Data supplied
□ □ □ □ □
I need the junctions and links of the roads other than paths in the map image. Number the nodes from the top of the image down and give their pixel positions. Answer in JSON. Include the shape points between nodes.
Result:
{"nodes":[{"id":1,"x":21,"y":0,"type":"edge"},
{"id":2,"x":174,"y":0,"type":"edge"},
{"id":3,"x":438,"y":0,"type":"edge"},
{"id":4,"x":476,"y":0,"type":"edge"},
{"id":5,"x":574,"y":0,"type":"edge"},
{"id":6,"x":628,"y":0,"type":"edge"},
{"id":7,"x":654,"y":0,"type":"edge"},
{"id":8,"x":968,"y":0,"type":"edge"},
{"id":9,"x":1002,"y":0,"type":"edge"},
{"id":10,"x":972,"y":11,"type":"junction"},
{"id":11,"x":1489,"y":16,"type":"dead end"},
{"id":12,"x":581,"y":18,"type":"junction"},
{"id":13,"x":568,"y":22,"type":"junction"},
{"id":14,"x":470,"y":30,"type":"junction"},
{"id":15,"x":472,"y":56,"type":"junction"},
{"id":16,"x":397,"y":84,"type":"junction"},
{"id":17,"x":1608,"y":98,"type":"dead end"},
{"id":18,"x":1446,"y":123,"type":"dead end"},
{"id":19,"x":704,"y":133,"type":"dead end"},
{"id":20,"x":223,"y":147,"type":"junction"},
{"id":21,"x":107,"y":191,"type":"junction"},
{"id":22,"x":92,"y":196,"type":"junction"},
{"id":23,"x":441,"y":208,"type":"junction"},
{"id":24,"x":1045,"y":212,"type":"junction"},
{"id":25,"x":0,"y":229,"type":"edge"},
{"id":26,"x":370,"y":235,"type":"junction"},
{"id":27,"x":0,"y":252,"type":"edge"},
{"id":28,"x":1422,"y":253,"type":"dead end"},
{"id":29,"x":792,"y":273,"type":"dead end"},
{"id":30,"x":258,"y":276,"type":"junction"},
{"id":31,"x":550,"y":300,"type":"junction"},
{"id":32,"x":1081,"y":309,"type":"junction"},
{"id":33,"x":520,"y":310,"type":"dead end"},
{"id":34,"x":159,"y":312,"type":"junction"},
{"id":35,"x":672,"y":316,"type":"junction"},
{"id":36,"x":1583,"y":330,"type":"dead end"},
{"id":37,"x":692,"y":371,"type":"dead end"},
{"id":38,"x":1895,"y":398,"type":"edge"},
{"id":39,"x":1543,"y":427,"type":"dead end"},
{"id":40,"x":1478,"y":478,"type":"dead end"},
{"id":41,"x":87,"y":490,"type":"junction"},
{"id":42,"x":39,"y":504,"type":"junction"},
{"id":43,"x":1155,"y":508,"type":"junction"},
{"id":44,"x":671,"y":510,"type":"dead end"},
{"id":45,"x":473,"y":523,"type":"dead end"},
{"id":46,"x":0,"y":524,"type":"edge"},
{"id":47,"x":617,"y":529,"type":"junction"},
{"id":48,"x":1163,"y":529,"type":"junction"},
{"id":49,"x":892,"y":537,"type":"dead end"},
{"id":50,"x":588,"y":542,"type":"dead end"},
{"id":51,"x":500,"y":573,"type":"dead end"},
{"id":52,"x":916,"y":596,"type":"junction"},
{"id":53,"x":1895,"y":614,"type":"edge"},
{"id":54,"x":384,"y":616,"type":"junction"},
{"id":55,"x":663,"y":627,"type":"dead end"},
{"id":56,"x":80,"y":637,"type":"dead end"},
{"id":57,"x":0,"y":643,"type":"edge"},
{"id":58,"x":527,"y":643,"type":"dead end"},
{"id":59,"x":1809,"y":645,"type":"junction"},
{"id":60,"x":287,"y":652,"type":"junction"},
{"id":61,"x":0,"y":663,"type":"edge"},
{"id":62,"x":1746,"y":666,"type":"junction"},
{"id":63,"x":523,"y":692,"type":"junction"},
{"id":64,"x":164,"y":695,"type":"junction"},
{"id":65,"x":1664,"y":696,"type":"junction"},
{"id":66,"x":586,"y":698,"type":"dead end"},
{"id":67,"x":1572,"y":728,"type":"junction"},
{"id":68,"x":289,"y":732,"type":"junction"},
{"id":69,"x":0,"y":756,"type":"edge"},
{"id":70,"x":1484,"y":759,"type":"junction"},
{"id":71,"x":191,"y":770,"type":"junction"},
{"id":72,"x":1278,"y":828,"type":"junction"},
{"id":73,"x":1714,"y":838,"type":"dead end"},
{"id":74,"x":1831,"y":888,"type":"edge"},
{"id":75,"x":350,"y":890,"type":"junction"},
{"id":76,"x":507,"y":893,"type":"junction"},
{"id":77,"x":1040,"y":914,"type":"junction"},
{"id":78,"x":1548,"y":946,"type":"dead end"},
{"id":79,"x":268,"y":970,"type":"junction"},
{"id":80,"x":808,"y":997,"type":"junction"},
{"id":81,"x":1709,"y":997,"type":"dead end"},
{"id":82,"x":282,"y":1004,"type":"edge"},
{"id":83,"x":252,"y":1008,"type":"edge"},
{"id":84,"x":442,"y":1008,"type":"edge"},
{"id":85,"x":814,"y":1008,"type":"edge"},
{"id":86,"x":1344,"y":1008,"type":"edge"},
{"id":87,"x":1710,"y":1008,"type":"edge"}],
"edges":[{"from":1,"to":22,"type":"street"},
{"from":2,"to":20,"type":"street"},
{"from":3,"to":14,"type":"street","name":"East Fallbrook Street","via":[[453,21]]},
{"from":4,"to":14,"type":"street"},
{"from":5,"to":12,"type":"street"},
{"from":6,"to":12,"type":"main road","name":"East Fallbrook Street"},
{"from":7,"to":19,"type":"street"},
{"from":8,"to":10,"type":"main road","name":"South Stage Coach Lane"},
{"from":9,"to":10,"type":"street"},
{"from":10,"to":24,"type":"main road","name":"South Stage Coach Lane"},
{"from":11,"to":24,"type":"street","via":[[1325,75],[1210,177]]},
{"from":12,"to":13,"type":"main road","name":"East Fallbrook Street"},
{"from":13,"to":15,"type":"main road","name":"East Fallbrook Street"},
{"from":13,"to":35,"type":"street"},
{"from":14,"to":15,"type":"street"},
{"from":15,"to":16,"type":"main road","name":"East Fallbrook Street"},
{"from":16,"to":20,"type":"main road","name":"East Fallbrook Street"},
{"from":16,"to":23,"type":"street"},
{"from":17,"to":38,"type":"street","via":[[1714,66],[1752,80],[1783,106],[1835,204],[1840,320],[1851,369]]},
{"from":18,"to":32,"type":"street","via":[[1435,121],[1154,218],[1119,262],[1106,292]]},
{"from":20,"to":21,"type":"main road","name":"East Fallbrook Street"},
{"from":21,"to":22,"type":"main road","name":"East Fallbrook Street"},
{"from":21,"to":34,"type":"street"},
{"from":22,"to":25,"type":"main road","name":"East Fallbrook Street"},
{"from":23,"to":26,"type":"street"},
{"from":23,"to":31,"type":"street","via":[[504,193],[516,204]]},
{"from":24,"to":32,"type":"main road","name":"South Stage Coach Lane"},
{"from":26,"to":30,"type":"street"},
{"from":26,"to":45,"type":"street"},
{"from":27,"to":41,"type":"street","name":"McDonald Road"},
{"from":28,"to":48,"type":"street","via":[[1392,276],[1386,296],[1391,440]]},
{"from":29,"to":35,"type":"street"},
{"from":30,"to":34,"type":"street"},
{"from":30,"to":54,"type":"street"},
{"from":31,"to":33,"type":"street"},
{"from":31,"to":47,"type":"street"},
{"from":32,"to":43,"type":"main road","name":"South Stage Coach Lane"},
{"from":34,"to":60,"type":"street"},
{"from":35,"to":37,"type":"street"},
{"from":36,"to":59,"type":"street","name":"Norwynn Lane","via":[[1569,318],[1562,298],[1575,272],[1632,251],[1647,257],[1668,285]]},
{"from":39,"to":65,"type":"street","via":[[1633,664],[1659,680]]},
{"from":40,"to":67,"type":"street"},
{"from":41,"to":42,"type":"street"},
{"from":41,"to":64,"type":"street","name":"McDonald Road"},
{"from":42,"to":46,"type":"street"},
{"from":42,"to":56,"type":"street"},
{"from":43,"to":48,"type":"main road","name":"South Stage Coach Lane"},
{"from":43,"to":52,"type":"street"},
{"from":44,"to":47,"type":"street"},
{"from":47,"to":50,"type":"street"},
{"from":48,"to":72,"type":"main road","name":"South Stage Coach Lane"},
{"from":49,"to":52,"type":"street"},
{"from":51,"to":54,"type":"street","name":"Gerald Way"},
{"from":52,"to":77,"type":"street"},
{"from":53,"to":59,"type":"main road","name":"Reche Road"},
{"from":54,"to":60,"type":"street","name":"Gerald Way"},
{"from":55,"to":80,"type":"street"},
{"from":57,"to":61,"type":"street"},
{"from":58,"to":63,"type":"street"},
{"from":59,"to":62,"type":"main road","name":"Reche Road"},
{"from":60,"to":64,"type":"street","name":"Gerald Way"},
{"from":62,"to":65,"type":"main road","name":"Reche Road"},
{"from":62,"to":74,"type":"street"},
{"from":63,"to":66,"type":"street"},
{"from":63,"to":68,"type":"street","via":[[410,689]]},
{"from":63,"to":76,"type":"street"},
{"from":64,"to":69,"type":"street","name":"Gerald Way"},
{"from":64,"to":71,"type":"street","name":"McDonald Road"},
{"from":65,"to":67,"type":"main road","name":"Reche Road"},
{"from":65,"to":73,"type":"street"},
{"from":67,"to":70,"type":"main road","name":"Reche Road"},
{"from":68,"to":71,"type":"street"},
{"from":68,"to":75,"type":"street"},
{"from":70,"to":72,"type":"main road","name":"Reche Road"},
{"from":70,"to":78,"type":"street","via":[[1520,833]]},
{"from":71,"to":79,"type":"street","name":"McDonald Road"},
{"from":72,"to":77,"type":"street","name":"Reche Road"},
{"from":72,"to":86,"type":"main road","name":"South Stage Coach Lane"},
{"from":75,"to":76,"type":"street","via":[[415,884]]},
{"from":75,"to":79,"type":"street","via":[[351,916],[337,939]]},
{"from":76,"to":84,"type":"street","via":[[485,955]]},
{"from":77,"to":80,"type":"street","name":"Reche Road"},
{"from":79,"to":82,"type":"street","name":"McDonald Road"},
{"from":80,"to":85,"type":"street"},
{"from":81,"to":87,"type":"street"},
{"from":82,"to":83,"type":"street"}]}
□ □ □ □ □
Search the listing for "McDonald" and show every line where it occurs.

Task result
{"from":27,"to":41,"type":"street","name":"McDonald Road"},
{"from":41,"to":64,"type":"street","name":"McDonald Road"},
{"from":64,"to":71,"type":"street","name":"McDonald Road"},
{"from":71,"to":79,"type":"street","name":"McDonald Road"},
{"from":79,"to":82,"type":"street","name":"McDonald Road"},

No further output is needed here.